● **Your task**: Records follow. Select each line holding "column".

● **Exercise inputs**:

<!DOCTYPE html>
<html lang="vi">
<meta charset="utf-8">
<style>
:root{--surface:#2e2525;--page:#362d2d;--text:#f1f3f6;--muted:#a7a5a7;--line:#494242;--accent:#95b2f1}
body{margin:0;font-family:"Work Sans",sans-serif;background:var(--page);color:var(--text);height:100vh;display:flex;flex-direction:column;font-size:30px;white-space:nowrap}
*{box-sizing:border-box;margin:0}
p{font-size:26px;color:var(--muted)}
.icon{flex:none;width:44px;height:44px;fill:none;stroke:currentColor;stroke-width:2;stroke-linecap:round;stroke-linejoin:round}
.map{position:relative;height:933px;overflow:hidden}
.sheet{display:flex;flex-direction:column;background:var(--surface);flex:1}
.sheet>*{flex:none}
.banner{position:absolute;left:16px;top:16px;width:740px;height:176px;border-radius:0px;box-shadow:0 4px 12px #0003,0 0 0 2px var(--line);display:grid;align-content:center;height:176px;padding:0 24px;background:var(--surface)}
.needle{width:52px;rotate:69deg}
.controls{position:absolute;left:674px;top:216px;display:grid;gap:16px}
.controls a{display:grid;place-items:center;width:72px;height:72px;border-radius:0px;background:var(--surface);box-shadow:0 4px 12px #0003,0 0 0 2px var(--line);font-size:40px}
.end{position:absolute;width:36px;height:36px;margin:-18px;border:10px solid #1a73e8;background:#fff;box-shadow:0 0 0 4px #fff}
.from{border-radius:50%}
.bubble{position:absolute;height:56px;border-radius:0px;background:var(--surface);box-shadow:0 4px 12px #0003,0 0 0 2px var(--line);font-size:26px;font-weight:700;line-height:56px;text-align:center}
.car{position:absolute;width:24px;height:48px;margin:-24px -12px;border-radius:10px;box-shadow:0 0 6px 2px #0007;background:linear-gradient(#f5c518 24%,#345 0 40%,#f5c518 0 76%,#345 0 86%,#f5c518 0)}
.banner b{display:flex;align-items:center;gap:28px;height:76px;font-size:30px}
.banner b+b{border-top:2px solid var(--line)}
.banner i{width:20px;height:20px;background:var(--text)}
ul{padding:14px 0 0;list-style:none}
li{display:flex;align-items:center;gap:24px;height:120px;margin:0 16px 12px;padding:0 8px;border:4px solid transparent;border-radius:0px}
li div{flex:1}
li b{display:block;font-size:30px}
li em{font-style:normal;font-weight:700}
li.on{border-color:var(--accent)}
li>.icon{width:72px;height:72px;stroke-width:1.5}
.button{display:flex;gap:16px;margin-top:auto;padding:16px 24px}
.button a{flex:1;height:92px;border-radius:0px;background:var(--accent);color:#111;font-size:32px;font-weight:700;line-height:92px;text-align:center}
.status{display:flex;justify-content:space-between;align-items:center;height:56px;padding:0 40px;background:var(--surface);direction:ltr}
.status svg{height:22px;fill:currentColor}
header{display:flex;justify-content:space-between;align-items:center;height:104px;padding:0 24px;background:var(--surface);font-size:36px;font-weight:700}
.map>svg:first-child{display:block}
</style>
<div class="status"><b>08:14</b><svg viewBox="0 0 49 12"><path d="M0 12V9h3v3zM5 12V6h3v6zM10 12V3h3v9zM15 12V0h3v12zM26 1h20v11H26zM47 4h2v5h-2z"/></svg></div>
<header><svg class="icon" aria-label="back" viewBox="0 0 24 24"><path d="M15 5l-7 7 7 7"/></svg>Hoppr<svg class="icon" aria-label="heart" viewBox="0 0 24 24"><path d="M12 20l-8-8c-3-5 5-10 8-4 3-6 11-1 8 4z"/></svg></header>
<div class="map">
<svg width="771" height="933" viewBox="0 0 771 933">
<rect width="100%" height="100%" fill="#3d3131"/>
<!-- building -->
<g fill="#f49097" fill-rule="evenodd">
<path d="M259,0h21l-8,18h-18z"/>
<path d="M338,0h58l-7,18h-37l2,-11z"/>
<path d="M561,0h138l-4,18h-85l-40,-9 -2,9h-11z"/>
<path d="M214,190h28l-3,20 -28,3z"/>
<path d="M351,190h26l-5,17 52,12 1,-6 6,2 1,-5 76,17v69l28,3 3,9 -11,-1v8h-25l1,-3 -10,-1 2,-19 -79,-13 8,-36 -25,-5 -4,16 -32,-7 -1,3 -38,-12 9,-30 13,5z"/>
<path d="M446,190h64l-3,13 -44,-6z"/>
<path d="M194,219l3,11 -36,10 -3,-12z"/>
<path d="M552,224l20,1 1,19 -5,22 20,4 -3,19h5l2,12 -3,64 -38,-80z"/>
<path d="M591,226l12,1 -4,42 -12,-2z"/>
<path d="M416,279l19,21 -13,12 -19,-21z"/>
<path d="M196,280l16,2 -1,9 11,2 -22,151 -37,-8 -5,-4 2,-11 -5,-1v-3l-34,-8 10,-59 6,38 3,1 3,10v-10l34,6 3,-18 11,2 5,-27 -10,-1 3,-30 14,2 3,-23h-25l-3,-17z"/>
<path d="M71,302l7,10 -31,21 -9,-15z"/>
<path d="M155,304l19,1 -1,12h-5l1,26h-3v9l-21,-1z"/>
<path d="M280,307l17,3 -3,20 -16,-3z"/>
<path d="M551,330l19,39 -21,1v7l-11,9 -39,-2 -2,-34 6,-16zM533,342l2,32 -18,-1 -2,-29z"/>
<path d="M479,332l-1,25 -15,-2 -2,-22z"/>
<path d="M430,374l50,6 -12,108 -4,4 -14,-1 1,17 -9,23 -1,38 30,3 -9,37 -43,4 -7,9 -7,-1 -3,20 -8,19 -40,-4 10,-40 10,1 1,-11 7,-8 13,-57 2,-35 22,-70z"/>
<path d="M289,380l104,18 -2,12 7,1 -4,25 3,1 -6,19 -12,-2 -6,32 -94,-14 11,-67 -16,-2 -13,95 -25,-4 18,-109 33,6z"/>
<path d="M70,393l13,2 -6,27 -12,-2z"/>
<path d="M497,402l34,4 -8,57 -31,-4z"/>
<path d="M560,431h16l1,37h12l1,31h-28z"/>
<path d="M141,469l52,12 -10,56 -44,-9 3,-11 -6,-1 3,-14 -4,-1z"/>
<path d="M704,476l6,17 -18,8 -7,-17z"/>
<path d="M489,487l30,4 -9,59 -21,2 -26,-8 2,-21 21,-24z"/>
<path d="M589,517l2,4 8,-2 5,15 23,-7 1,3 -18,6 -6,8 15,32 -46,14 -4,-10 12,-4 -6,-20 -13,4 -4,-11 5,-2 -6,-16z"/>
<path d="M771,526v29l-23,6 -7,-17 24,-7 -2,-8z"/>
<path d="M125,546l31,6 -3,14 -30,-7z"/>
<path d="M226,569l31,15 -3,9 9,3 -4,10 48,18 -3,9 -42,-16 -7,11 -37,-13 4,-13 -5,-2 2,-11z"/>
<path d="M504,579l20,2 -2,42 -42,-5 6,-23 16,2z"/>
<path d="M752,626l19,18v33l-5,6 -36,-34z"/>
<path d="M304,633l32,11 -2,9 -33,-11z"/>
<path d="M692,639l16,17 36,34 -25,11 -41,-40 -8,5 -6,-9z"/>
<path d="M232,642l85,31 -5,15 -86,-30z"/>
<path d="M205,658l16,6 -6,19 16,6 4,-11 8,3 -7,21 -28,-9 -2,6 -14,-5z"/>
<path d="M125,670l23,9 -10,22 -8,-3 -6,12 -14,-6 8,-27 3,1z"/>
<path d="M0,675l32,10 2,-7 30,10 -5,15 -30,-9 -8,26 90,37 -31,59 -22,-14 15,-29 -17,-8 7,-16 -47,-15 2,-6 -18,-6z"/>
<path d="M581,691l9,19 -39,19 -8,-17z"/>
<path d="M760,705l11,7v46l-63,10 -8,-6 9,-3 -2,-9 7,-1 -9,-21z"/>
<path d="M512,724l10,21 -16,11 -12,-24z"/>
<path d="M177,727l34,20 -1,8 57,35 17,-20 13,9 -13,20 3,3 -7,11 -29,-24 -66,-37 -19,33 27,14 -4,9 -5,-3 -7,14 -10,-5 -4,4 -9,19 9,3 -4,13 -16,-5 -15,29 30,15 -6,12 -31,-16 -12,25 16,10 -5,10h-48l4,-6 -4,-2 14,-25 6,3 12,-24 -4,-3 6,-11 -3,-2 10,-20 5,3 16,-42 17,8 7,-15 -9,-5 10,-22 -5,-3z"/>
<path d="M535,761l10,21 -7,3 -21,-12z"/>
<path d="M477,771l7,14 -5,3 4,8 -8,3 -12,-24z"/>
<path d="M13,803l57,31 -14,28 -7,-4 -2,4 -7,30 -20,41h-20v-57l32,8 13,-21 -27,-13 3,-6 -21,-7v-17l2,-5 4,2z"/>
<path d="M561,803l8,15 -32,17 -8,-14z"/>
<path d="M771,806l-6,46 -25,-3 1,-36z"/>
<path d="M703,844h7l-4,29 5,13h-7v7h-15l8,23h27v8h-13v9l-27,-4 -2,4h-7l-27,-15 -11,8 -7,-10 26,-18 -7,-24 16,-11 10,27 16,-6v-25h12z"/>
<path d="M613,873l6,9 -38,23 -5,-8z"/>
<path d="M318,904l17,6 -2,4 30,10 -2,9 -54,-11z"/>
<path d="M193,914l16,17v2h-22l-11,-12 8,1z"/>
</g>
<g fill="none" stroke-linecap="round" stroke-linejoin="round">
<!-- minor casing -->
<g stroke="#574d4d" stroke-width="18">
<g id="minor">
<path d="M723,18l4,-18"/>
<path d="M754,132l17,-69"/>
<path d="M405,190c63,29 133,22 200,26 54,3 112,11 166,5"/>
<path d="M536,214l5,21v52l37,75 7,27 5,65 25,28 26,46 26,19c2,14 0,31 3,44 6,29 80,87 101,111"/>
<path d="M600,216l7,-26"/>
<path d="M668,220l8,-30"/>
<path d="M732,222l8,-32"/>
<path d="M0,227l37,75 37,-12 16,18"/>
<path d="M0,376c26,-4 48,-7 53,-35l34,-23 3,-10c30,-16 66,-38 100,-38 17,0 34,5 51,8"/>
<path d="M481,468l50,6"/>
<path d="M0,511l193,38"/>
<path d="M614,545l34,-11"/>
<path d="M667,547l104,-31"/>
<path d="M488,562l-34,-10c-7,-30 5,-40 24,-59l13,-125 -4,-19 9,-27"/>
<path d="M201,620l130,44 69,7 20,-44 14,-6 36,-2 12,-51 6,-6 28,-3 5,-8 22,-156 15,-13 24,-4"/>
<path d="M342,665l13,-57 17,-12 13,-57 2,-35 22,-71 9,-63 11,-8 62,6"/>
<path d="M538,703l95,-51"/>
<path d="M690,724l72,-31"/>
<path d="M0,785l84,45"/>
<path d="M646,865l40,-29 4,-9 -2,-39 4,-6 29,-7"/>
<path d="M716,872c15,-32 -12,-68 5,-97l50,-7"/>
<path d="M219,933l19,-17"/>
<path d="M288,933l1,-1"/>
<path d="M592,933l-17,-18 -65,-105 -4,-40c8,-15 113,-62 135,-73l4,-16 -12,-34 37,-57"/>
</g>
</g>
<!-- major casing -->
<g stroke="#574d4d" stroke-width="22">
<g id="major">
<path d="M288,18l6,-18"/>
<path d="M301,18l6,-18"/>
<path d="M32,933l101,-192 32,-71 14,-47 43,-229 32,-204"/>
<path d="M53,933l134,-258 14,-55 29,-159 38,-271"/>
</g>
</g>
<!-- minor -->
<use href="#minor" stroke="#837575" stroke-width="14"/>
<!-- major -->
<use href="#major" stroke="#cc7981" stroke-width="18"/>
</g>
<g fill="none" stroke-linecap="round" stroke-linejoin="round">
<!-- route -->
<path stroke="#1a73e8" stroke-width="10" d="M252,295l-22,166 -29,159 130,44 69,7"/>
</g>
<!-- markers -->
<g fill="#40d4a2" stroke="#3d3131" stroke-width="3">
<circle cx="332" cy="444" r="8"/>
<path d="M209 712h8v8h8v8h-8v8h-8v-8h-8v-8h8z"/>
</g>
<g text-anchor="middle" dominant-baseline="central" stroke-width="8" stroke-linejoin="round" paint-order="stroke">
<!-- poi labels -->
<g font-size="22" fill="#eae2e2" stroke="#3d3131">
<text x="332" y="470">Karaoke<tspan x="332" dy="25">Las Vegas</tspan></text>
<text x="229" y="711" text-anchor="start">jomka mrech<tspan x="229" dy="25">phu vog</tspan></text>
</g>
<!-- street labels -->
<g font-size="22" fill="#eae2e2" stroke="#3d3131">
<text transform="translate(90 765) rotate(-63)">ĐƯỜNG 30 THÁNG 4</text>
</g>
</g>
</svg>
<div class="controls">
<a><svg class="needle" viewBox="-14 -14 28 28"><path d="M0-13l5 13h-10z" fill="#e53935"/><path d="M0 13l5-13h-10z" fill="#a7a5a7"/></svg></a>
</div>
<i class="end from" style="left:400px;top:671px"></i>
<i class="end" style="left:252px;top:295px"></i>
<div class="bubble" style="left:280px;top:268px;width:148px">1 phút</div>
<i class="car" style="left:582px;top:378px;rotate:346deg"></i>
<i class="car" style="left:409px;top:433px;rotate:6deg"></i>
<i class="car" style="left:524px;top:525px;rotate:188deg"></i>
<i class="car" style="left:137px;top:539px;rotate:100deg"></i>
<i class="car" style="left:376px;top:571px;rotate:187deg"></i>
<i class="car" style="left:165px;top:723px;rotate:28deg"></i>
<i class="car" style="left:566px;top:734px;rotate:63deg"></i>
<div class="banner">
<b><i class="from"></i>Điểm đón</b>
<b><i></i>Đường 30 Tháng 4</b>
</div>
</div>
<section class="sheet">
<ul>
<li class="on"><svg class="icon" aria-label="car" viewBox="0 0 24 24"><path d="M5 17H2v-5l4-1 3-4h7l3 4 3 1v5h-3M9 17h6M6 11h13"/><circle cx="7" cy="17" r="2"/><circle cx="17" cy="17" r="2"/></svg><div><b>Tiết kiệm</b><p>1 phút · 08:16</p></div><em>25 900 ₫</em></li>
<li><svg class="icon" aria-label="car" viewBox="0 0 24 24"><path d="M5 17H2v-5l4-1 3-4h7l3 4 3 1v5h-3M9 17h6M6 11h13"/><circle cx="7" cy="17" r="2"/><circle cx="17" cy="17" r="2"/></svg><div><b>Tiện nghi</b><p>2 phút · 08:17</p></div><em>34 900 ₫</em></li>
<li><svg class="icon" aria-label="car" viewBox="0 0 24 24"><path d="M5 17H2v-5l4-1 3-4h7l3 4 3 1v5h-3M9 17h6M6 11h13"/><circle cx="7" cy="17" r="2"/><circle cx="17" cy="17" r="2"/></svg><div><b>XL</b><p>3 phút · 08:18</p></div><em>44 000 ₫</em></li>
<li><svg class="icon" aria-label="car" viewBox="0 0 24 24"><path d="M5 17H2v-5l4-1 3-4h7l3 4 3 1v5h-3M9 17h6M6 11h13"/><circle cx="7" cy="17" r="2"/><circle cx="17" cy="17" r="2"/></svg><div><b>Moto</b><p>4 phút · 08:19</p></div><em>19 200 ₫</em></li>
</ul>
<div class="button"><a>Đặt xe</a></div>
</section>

● **Task result**:
body{margin:0;font-family:"Work Sans",sans-serif;background:var(--page);color:var(--text);height:100vh;display:flex;flex-direction:column;font-size:30px;white-space:nowrap}
.sheet{display:flex;flex-direction:column;background:var(--surface);flex:1}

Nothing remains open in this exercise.